There’s another problem with these privacy apps — getting your friends to use them. Despite the rising popularity of ultra-private messengers, still relatively few people rely on them. Also, the apps are not compatible with one another. A Telegram user can’t send a message to a Wickr user, and so on.
Still, any one of these apps could catch on with remarkable speed. Less than three years ago, two Stanford University students developed Snapchat, a photo-sharing app that erases each picture after it is viewed. While computer forensics experts with special software might be able to retrieve the photos, for the average user, they are gone. It sounded nuts at the time. But now, 77 percent of the nation’s college students use Snapchat at least once a day.
Snapchat proved that people are hungry for truly private digital communications, and the booming popularity of Telegram shows they want privacy for their text messages as well as photos.
Telegram has a super-secret mode in which the sender switches on a self-destruct timer that will delete the entire contents of a message after a fixed time — a week, a day, or in as little as 2 seconds.
Although Telegram can protect against government or corporate snoops, it’s not much help against your friends: a smartphone’s screenshot feature can make copies of Telegram messages, or you could use a different phone to shoot a photo of the screen. So this app is best used with people you fully trust.
A much simpler secret messenger, Confide, is designed to be screenshot-proof. A free app available only for Apple Inc. iOS devices, Confide delivers text messages that look like a declassified CIA file with the words blacked out — in this case, every word. To see a word, stroke the blacked out portion with your finger. Lift your finger and the word disappears.
This clumsy reading method prevents a recipient from taking a screenshot of the message. If he even tries, the sender is notified. And when a recipient closes the Confide message, it disappears forever.

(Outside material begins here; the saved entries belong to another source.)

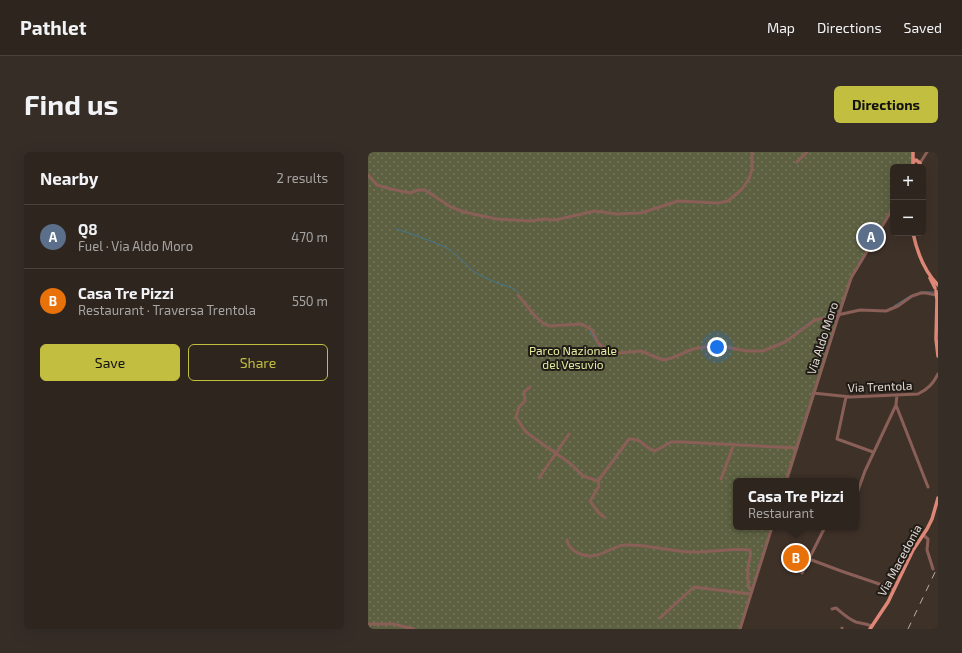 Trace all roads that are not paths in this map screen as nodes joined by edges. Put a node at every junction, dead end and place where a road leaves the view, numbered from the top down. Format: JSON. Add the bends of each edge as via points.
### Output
{"nodes":[{"id":1,"x":752,"y":152,"type":"edge"},
{"id":2,"x":807,"y":152,"type":"edge"},
{"id":3,"x":927,"y":152,"type":"edge"},
{"id":4,"x":913,"y":153,"type":"edge"},
{"id":5,"x":797,"y":162,"type":"dead end"},
{"id":6,"x":917,"y":162,"type":"edge"},
{"id":7,"x":368,"y":176,"type":"edge"},
{"id":8,"x":890,"y":213,"type":"edge"},
{"id":9,"x":914,"y":236,"type":"edge"},
{"id":10,"x":937,"y":292,"type":"edge"},
{"id":11,"x":518,"y":295,"type":"dead end"},
{"id":12,"x":938,"y":356,"type":"edge"},
{"id":13,"x":938,"y":374,"type":"edge"},
{"id":14,"x":530,"y":386,"type":"dead end"},
{"id":15,"x":813,"y":393,"type":"junction"},
{"id":16,"x":897,"y":395,"type":"junction"},
{"id":17,"x":846,"y":397,"type":"junction"},
{"id":18,"x":896,"y":405,"type":"junction"},
{"id":19,"x":570,"y":434,"type":"dead end"},
{"id":20,"x":734,"y":444,"type":"junction"},
{"id":21,"x":797,"y":448,"type":"junction"},
{"id":22,"x":873,"y":452,"type":"junction"},
{"id":23,"x":556,"y":454,"type":"junction"},
{"id":24,"x":539,"y":478,"type":"dead end"},
{"id":25,"x":787,"y":478,"type":"edge"},
{"id":26,"x":720,"y":479,"type":"dead end"},
{"id":27,"x":598,"y":481,"type":"junction"},
{"id":28,"x":928,"y":487,"type":"dead end"},
{"id":29,"x":859,"y":488,"type":"edge"},
{"id":30,"x":938,"y":498,"type":"edge"},
{"id":31,"x":604,"y":518,"type":"dead end"},
{"id":32,"x":771,"y":530,"type":"edge"},
{"id":33,"x":824,"y":530,"type":"edge"},
{"id":34,"x":923,"y":535,"type":"junction"},
{"id":35,"x":567,"y":540,"type":"dead end"},
{"id":36,"x":809,"y":559,"type":"junction"},
{"id":37,"x":933,"y":569,"type":"dead end"},
{"id":38,"x":802,"y":573,"type":"dead end"},
{"id":39,"x":752,"y":589,"type":"junction"},
{"id":40,"x":894,"y":589,"type":"junction"},
{"id":41,"x":751,"y":594,"type":"junction"},
{"id":42,"x":832,"y":609,"type":"dead end"},
{"id":43,"x":660,"y":618,"type":"dead end"},
{"id":44,"x":368,"y":624,"type":"edge"},
{"id":45,"x":871,"y":627,"type":"edge"},
{"id":46,"x":414,"y":629,"type":"edge"},
{"id":47,"x":740,"y":629,"type":"edge"}],
"edges":[{"from":1,"to":7,"type":"street","via":[[749,179],[728,201],[678,201],[642,213],[616,214],[591,211],[555,220],[496,219],[464,212],[451,207],[425,190],[410,193],[391,189],[378,185]]},
{"from":2,"to":5,"type":"street"},
{"from":3,"to":6,"type":"street","via":[[924,158]]},
{"from":4,"to":6,"type":"main road"},
{"from":8,"to":15,"type":"street","name":"Via Aldo Moro","bridge":true,"via":[[852,278]]},
{"from":9,"to":10,"type":"main road"},
{"from":10,"to":11,"type":"street","via":[[912,296],[886,311],[860,310],[815,320],[785,342],[763,351],[704,346],[663,360],[641,351],[608,352],[598,343],[592,330],[582,324],[544,324]]},
{"from":10,"to":12,"type":"main road"},
{"from":13,"to":16,"type":"street","name":"Via Trentola","via":[[926,390],[918,394]]},
{"from":14,"to":23,"type":"street","via":[[524,392],[525,401],[519,407],[516,416],[525,431]]},
{"from":15,"to":17,"type":"street","name":"Via Trentola"},
{"from":15,"to":21,"type":"street","name":"Via Aldo Moro"},
{"from":16,"to":17,"type":"street","name":"Via Trentola"},
{"from":16,"to":18,"type":"street"},
{"from":17,"to":22,"type":"street","via":[[837,438]]},
{"from":18,"to":22,"type":"street"},
{"from":18,"to":28,"type":"street"},
{"from":19,"to":23,"type":"street"},
{"from":20,"to":21,"type":"street"},
{"from":20,"to":26,"type":"street"},
{"from":20,"to":27,"type":"street","via":[[671,442],[655,451],[637,439],[629,439]]},
{"from":21,"to":25,"type":"street","name":"Via Aldo Moro"},
{"from":22,"to":29,"type":"street"},
{"from":23,"to":24,"type":"street"},
{"from":23,"to":27,"type":"street","via":[[583,476]]},
{"from":27,"to":31,"type":"street","via":[[599,486],[590,501]]},
{"from":30,"to":34,"type":"main road","name":"Via Macedonia","via":[[932,519]]},
{"from":32,"to":39,"type":"street"},
{"from":33,"to":36,"type":"street"},
{"from":34,"to":37,"type":"street","via":[[928,539],[927,550]]},
{"from":34,"to":40,"type":"main road","name":"Via Macedonia"},
{"from":35,"to":39,"type":"street","via":[[574,551],[590,556],[624,545],[694,552],[750,550],[748,585]]},
{"from":36,"to":38,"type":"street"},
{"from":36,"to":40,"type":"street"},
{"from":39,"to":41,"type":"street"},
{"from":40,"to":45,"type":"main road","name":"Via Macedonia"},
{"from":41,"to":43,"type":"street","via":[[694,587]]},
{"from":41,"to":47,"type":"street"},
{"from":42,"to":45,"type":"street","via":[[836,608],[846,617]]},
{"from":44,"to":46,"type":"street","via":[[393,624]]}]} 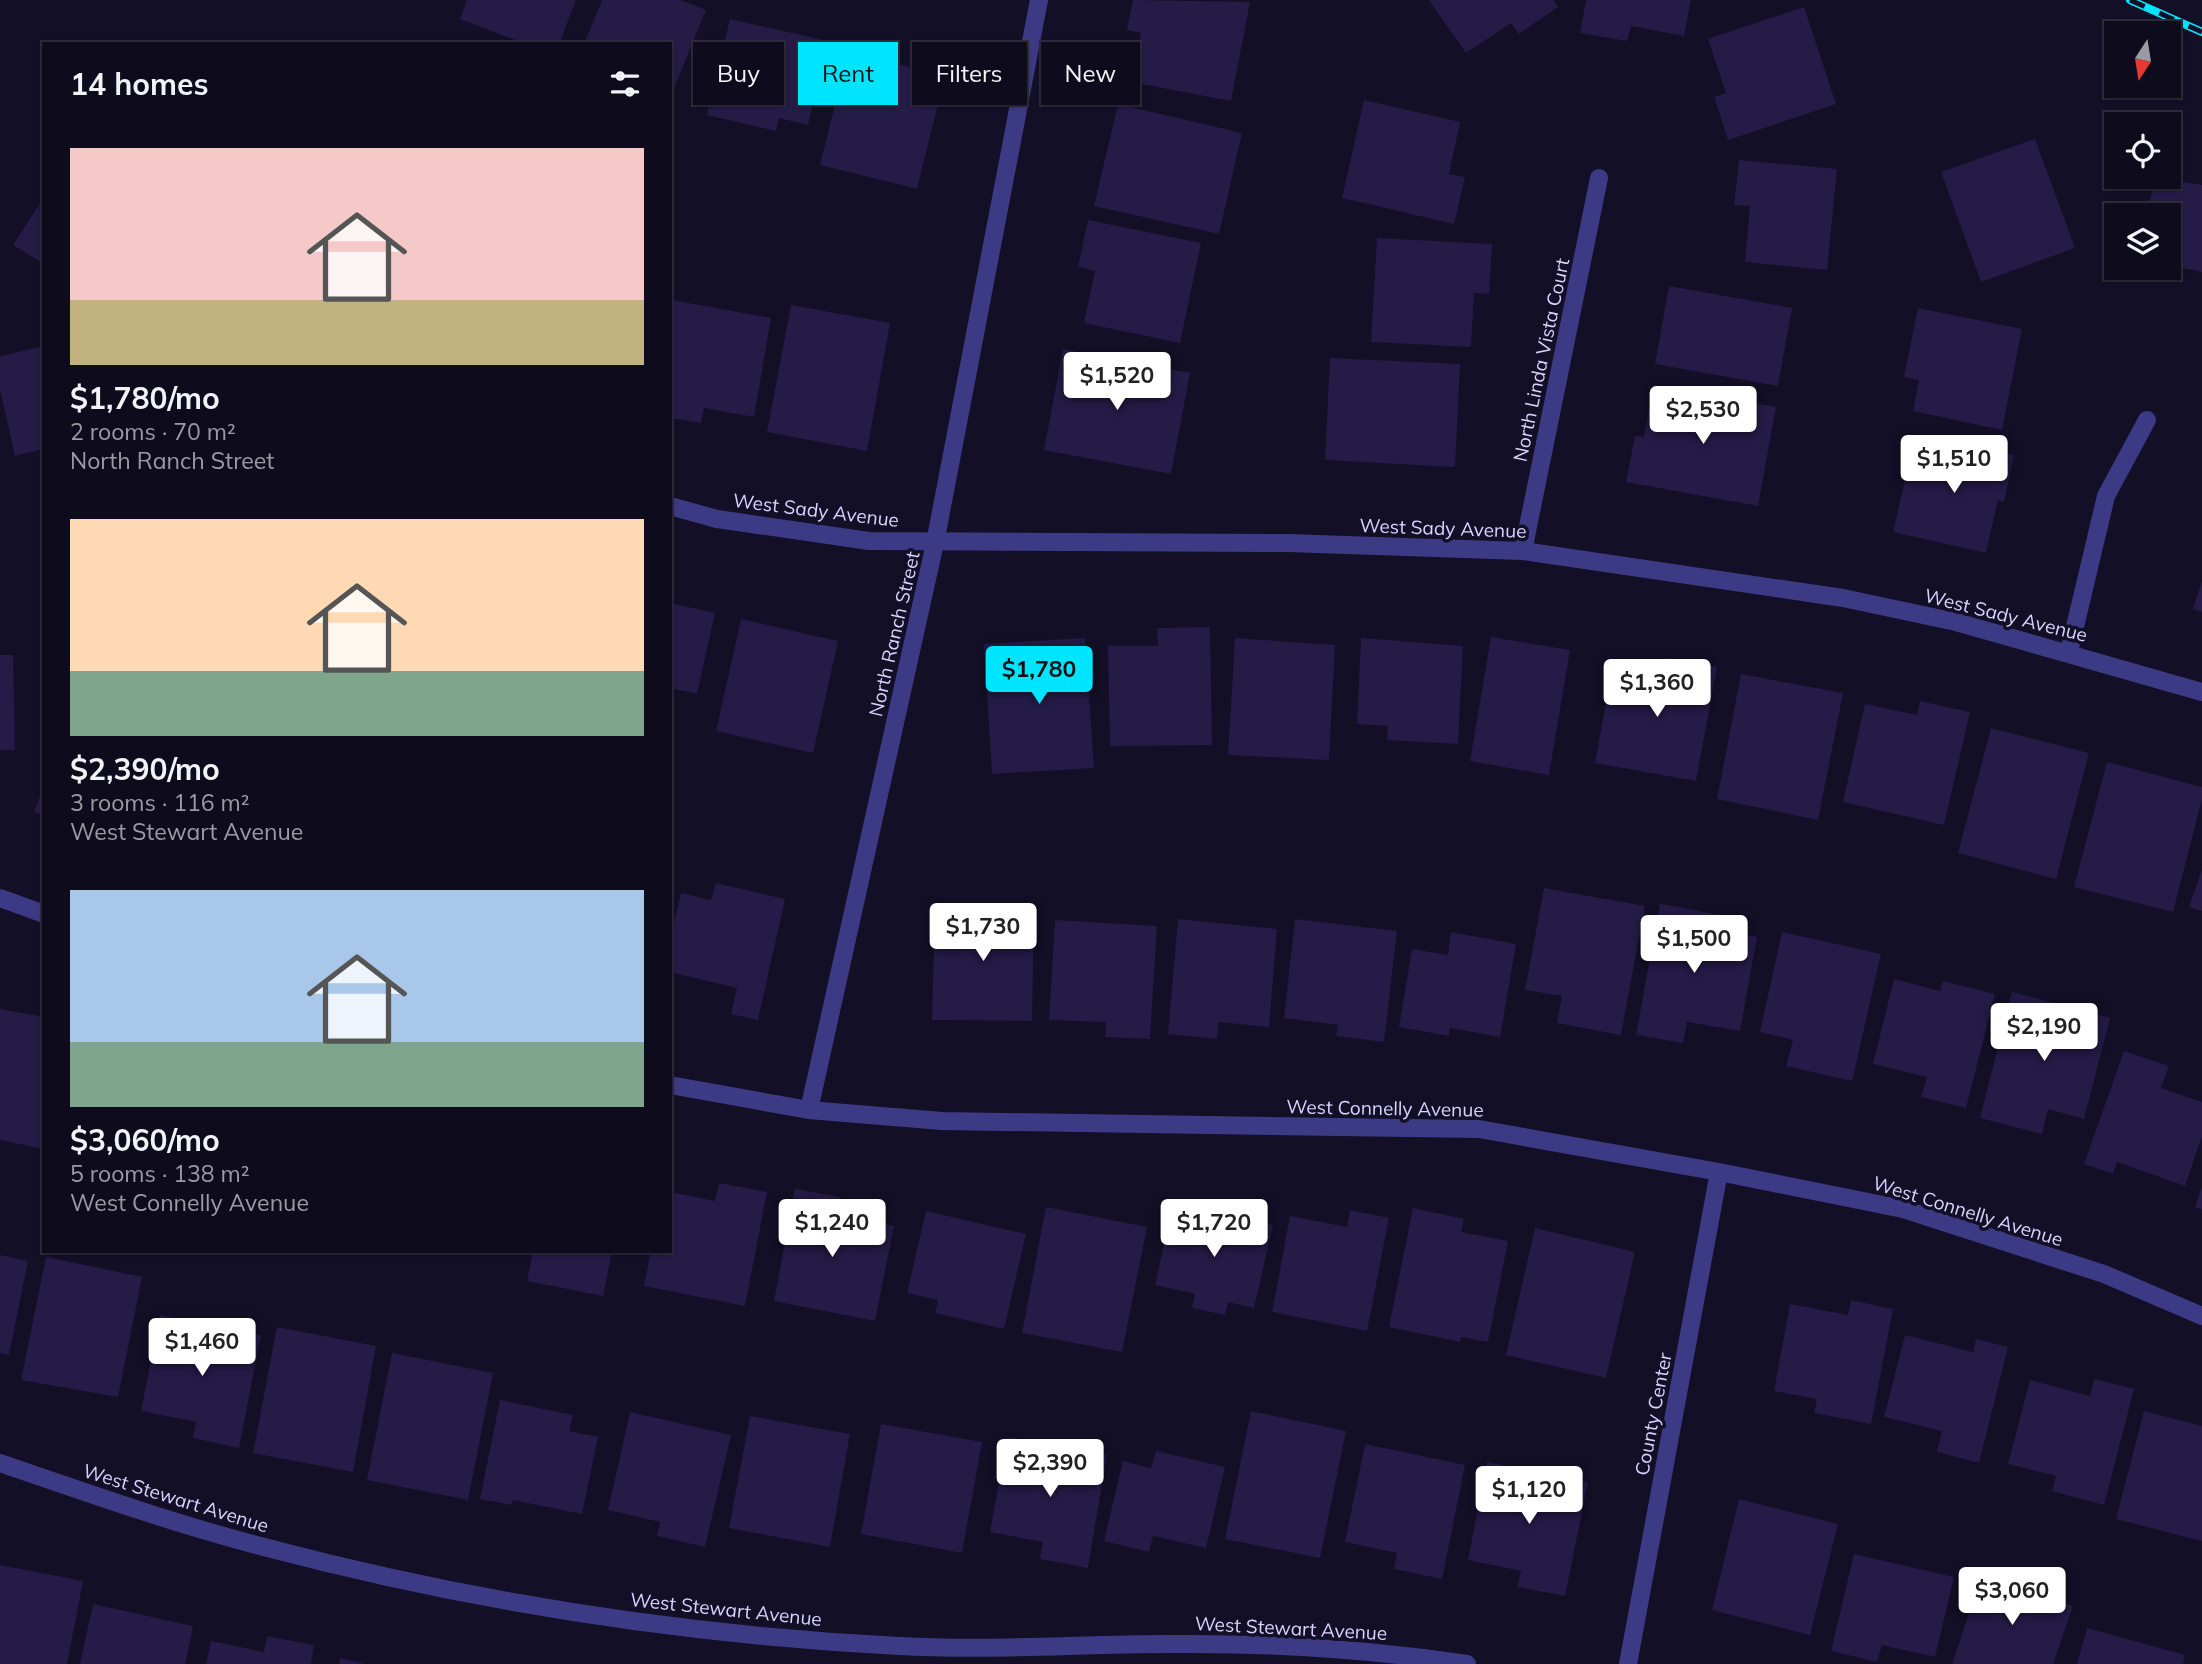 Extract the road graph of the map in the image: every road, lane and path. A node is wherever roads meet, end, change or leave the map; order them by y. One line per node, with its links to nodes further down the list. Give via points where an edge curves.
1 (1039, 0): 5 (street, North Ranch Street)
2 (1600, 178): 6 (street, North Linda Vista Court)
3 (2147, 420): 7 (street, via 2106,496)
4 (672, 507): 5 (street, West Sady Avenue, via 717,519 869,541)
5 (936, 543): 6 (street, West Sady Avenue, via 1288,543); 12 (street, North Ranch Street)
6 (1523, 551): 7 (street, West Sady Avenue, via 1843,598)
7 (2069, 652): 8 (street, West Sady Avenue)
8 (2202, 692)
9 (0, 898): 10 (street)
10 (42, 913)
11 (672, 1085): 12 (street, West Connelly Avenue)
12 (809, 1110): 13 (street, West Connelly Avenue, via 942,1121 1479,1129)
13 (1719, 1172): 14 (street, West Connelly Avenue, via 1903,1209 2104,1274); 17 (street, County Center)
14 (2202, 1316)
15 (0, 1463): 16 (street, West Stewart Avenue, via 261,1547 479,1597 576,1614 901,1647 1283,1645)
16 (1467, 1664)
17 (1628, 1664) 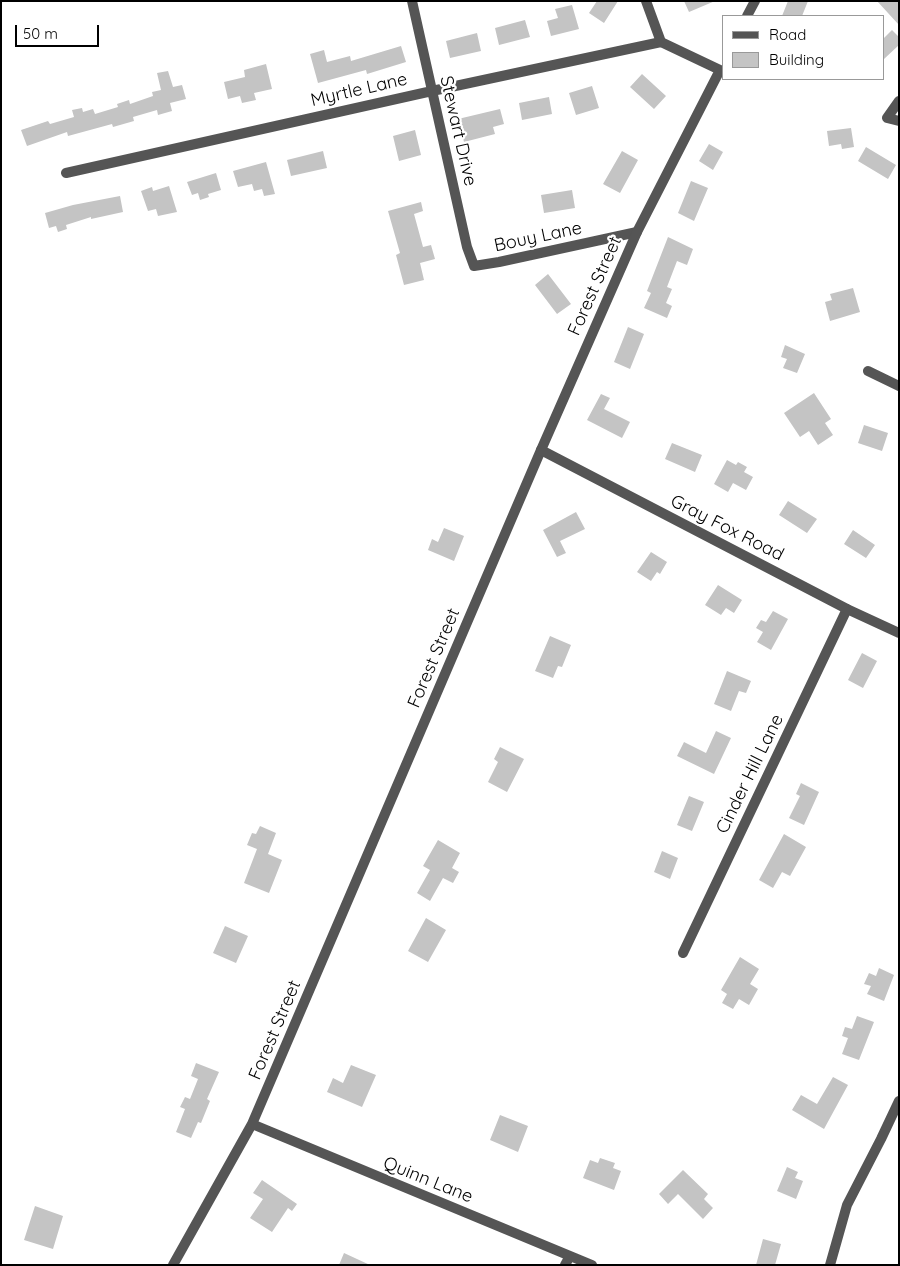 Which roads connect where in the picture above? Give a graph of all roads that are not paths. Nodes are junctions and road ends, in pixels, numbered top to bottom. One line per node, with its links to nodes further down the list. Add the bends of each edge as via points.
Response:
1 (412, 1): 7 (street, Stewart Drive)
2 (646, 1): 5 (street)
3 (755, 1): 4 (street)
4 (748, 15)
5 (661, 42): 6 (street); 7 (street, Myrtle Lane)
6 (722, 66): 11 (street, Forest Street)
7 (432, 91): 10 (street, Myrtle Lane); 12 (street, Stewart Drive)
8 (899, 101): 9 (street, via 887,118)
9 (899, 121)
10 (66, 173)
11 (637, 232): 12 (street, Bouy Lane); 15 (street, Forest Street)
12 (474, 266)
13 (868, 371): 14 (street)
14 (899, 386)
15 (541, 450): 16 (street, Gray Fox Road); 20 (street, Forest Street)
16 (847, 609): 17 (street, Gray Fox Road); 18 (street, Cinder Hill Lane)
17 (899, 633)
18 (683, 953)
19 (899, 1101): 24 (street, via 847,1205)
20 (252, 1124): 21 (street, Quinn Lane); 22 (street, Forest Street)
21 (568, 1260): 23 (street, Quinn Lane)
22 (173, 1265)
23 (592, 1265)
24 (830, 1265)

Wickr, also free, offers a lot more features than Confide. You can transmit photos, videos, and audio as well as text; the Apple version can also exchange PDF documents. It links to services such as Dropbox, letting you easily forward files to a friend. It even has a feature that scours your phone’s flash memory to ensure that deleted files are really deleted.
A simple fingertip control lets you decide how long your message will survive: as long as five days, or have it self-destruct 15 seconds after it’s opened. And while you can use the phone’s screenshot function to capture incoming texts, Wickr makes it tough to copy photos, by using the same trick as Snapchat. You must touch an on-screen icon to display a picture, making it very difficult to activate the screenshot command at the same time.
But if it’s absolute privacy you are after, consider going back in time — to good old-fashioned snail mail delivered to an anonymous post office box. And if you must have technology, maybe you can take a page from Maxwell Smart from the old TV spy show “Get Smart” and demand your own Cone of Silence.